‚Die Erweiterung‘ von Robert Menasse

Es ist nicht mehr, aber auch nicht weniger als eine politische Bombe, die am helllichten Tag im Kunsthistorischen Museum Wiens zu ticken beginnt. Der Helm des Skanderbeg wurde gestohlen, mythisch und identifikationsstiftend für das kleine Albanien am Vorabend der großen Westbalkankonferenz in Poznań. Die Europäische Kommission bemüht sich redlich um gute Miene zum vertrackten Spiel. Adam Prawdower und seine Kolleg:innen aus der Kommission versuchen nach Kräften, die politischen Ränkespielchen einiger Mitgliedsstaaten gekonnt ins Leere laufen zu lassen. Zuvorderst steht Polen, das sich strikt weigert, das überwiegend muslimisch geprägte Albanien in die Union aufzunehmen.

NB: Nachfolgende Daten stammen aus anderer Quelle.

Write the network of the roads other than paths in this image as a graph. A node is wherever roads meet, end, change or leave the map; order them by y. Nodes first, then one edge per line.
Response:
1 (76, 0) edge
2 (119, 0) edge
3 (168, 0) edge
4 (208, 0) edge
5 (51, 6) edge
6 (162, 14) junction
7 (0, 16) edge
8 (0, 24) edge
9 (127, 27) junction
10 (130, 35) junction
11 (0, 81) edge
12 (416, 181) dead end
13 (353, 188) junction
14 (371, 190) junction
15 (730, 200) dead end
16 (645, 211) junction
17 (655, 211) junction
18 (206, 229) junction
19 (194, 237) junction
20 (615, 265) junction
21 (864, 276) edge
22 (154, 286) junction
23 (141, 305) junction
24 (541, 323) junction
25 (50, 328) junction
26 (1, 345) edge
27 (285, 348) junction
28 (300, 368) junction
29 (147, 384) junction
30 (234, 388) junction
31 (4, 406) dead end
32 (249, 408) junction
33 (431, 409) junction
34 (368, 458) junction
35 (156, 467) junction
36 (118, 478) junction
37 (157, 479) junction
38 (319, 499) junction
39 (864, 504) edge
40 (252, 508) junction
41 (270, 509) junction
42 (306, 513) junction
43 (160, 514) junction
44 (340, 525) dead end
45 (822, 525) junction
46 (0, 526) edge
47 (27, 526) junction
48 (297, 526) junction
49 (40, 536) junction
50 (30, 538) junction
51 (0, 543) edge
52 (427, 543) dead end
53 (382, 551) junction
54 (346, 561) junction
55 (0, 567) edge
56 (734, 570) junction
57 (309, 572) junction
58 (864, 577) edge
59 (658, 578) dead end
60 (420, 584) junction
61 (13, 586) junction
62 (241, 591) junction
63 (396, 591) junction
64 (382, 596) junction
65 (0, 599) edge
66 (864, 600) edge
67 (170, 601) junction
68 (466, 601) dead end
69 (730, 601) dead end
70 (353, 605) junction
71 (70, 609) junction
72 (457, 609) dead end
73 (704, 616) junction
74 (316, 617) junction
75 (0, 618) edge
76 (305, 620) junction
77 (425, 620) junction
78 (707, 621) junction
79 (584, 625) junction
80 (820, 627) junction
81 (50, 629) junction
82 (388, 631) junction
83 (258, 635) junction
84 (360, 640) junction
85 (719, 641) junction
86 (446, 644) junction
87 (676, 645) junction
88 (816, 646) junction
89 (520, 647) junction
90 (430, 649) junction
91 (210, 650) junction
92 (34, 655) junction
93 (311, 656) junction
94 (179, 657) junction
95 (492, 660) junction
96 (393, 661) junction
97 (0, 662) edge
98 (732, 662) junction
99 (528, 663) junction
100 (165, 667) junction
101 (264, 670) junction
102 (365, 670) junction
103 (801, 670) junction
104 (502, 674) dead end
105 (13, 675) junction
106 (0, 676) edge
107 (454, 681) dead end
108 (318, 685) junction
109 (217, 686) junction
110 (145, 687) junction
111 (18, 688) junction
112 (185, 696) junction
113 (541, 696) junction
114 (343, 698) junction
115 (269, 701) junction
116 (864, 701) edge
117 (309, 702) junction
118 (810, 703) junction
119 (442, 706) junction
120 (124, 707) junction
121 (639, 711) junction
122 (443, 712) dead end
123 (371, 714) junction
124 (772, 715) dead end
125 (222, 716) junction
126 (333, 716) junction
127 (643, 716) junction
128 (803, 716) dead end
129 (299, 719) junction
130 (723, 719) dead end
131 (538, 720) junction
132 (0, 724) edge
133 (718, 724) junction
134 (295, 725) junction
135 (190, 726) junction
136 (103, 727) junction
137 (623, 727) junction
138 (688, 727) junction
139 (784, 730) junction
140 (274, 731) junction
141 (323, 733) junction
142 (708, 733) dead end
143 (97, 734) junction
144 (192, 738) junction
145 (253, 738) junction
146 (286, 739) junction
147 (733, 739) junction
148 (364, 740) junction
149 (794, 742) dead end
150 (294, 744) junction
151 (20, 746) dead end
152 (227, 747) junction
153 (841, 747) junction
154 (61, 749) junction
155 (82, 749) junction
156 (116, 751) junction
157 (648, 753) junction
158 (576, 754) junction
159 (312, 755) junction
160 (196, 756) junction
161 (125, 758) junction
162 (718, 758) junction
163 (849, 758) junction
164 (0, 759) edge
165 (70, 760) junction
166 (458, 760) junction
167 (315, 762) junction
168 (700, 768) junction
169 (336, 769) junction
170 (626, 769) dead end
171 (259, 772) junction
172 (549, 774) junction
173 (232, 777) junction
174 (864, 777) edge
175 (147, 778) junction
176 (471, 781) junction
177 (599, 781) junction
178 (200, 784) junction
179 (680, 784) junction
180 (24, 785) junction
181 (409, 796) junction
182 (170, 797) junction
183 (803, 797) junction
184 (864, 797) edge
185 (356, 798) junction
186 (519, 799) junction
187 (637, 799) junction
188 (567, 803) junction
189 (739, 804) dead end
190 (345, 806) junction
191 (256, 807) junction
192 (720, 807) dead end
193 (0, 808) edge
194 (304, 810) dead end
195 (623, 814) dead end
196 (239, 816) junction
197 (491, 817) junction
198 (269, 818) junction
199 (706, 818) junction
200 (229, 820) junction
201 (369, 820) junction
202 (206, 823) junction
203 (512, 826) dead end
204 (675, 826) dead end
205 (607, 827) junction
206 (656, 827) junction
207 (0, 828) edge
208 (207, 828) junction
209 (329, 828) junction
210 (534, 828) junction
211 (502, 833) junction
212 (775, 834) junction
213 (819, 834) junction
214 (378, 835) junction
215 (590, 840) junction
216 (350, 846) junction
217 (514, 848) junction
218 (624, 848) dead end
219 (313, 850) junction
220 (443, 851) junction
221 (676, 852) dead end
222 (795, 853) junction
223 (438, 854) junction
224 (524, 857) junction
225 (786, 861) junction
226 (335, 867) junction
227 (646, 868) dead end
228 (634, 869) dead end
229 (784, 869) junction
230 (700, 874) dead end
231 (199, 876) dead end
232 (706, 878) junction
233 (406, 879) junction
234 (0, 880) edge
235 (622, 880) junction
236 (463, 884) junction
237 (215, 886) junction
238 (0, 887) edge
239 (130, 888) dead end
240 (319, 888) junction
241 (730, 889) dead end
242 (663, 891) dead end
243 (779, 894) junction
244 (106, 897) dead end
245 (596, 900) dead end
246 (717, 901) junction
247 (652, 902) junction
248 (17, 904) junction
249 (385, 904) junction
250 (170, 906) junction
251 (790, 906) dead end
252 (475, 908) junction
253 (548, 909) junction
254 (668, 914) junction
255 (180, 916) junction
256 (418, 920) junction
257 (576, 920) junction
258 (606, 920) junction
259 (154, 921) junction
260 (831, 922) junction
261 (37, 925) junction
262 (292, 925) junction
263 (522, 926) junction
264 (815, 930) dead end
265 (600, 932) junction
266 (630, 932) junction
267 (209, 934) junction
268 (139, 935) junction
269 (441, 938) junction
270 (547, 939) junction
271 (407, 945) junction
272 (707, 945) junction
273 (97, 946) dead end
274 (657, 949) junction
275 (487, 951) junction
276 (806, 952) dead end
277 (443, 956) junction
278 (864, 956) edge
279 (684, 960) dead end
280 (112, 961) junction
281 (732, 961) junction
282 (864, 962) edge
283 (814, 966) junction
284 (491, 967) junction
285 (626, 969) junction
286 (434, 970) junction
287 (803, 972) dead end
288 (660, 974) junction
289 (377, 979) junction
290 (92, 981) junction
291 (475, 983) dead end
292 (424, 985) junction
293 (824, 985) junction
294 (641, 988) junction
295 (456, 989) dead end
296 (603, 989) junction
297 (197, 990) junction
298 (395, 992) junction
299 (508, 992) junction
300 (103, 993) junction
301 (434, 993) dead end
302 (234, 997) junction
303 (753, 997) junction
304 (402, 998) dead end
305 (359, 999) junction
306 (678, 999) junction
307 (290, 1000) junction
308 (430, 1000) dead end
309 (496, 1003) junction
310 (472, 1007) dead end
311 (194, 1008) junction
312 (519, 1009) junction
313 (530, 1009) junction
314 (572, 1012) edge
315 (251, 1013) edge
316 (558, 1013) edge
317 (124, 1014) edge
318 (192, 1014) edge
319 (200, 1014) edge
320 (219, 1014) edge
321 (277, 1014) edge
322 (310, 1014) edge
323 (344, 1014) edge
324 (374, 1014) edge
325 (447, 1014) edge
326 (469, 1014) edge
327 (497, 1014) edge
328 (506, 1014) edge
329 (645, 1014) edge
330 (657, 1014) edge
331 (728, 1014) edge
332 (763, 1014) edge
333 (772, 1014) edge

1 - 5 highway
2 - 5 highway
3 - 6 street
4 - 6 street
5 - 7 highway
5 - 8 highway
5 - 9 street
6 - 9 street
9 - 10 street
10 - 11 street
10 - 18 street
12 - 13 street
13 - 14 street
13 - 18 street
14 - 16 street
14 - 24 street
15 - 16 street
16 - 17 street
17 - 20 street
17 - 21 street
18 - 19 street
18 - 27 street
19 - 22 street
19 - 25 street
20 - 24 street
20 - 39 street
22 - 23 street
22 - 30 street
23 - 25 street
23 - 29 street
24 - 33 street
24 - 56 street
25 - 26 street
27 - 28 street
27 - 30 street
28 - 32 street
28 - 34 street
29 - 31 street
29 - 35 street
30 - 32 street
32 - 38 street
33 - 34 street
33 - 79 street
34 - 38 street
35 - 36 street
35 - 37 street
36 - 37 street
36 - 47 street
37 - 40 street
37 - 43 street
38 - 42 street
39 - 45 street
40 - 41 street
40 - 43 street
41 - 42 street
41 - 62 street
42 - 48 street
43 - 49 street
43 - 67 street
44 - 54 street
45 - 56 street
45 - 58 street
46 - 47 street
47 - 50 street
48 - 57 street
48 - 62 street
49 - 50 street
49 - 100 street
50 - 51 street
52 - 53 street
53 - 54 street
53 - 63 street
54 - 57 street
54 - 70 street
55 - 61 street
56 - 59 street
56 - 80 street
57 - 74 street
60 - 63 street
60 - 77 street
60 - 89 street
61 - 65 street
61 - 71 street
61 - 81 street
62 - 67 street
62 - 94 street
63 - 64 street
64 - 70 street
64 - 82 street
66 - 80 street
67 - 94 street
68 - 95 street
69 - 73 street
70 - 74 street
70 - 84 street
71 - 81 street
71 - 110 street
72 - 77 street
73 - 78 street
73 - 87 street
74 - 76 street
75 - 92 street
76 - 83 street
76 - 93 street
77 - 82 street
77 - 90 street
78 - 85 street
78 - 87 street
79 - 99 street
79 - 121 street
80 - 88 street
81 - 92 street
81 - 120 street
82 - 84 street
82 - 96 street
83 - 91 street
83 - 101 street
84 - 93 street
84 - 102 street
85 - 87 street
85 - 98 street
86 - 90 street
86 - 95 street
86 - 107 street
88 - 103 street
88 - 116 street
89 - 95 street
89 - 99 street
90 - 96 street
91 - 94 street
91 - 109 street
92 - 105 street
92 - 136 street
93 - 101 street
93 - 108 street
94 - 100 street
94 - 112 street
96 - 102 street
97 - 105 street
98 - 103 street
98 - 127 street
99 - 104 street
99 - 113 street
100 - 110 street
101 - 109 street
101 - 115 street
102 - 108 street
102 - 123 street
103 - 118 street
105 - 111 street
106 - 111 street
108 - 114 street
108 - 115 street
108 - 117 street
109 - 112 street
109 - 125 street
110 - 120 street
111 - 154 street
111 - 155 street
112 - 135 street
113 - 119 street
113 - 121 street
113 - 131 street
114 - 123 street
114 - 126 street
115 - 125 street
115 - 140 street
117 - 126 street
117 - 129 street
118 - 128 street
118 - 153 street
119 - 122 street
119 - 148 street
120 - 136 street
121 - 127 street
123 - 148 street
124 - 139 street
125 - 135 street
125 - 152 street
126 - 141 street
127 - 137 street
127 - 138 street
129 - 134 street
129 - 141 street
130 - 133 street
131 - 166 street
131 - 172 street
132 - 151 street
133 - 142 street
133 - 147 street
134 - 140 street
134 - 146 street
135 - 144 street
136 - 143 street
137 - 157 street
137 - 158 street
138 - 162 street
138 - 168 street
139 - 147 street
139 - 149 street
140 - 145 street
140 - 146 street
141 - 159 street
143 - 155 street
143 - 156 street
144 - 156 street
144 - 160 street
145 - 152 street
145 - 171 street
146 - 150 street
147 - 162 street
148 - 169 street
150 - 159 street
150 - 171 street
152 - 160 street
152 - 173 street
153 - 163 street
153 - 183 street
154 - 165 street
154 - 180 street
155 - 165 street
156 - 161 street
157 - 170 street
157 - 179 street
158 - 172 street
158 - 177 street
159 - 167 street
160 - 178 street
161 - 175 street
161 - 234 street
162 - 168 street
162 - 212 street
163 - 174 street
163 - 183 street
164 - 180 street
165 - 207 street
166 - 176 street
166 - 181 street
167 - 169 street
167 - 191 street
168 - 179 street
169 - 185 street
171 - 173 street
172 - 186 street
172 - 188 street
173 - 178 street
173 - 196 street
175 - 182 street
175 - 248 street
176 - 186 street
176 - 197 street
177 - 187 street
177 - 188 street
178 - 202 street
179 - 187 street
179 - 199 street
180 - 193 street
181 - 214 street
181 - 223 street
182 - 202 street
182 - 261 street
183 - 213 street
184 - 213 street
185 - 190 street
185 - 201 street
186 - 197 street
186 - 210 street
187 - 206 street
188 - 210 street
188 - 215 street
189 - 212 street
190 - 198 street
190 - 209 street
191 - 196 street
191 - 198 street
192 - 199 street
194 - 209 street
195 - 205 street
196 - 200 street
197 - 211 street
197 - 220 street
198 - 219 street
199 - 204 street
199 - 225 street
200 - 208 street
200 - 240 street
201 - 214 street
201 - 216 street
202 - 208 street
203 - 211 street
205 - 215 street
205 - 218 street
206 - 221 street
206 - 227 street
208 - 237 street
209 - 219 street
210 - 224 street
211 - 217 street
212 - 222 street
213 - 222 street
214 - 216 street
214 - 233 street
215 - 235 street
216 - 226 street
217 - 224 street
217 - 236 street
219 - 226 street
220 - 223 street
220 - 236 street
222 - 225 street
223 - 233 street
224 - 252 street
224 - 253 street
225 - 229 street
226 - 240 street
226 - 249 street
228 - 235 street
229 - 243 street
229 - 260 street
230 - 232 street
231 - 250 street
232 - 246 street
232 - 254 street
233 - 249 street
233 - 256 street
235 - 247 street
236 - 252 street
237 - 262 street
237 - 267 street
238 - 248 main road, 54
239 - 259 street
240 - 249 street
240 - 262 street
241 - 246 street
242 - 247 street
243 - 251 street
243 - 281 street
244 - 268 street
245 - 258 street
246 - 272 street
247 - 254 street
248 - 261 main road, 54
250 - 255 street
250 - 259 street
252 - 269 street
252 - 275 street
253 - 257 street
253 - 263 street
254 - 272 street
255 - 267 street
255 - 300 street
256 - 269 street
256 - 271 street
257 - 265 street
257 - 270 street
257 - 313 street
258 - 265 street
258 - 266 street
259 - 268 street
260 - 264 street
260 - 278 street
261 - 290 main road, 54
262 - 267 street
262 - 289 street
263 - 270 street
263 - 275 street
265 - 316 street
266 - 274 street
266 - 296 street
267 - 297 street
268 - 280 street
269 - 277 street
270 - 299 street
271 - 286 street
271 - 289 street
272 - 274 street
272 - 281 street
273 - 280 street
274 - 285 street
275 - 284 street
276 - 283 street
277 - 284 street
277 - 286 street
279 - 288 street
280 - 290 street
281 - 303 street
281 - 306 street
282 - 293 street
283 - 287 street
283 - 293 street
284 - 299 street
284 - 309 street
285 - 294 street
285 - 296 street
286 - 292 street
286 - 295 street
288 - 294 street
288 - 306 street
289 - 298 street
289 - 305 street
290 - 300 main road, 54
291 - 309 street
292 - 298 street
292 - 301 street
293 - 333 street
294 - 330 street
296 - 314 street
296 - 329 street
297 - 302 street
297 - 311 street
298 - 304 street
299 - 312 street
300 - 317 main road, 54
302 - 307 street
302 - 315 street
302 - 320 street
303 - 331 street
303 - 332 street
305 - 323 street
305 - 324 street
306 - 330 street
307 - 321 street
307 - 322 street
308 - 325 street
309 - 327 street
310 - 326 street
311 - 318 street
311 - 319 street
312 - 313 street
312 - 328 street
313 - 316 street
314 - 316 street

Adam weiß um diese Haltung und weiß um die politische Drift nach rechtsaußen des polnischen Ministerpräsidenten.

Adam kennt Mateusz, den polnischen Regierungschef, aus Kindertagen, als sie gemeinsam in Obhut der Katholischen Kirche ihren Eid ablegten auf das freie Polen und die Kämpfende Solidarność. Nun ist der eine hoher Beamter bei der Europäischen Kommission, Kosmopolit, Kulturmensch mit Hang zur verbissenen Melancholie, während der andere die alten Ideale vermeintlich verrät, mit denen sie aufwuchsen und auf die sie einst Blutsbrüderschaft schworen. Wären da nicht noch der gestohlene Helm auf seiner wundersamen Irrfahrt, ein leitender Wiener Kriminalbeamter mit familiären Kontakten in die Kommission, das komplizierte Wirrwarr an Vorschriften und Seilschaften und überhaupt die manchmal skurrilen Interessen von Kapitänen in den Regierungszentralen europäischer Hauptstädte.

653 Seiten Europa! 653 Seiten Politik! 653 Seiten Geschichten, die das Leben nicht schreibt, aber Robert Menasse in seinem aktuellen Roman ‚Die Erweiterung‘. ‚Die Erweiterung‘ ist die vermeintliche Fortsetzung des prämierten Romans ‚Die Hauptstadt‘, lässt jedoch bis auf das Sujet keinen tatsächlichen Zusammenhang zum ersten Europa-Roman erkennen. Was auch nicht weiter schlimm ist, denn Menasse hat ein Personaltableau aufgefahren, dessen Geschichten, Ambitionen, Ziele und persönliche Situationen reichlich Stoff bietet für doppelt so viele Seiten.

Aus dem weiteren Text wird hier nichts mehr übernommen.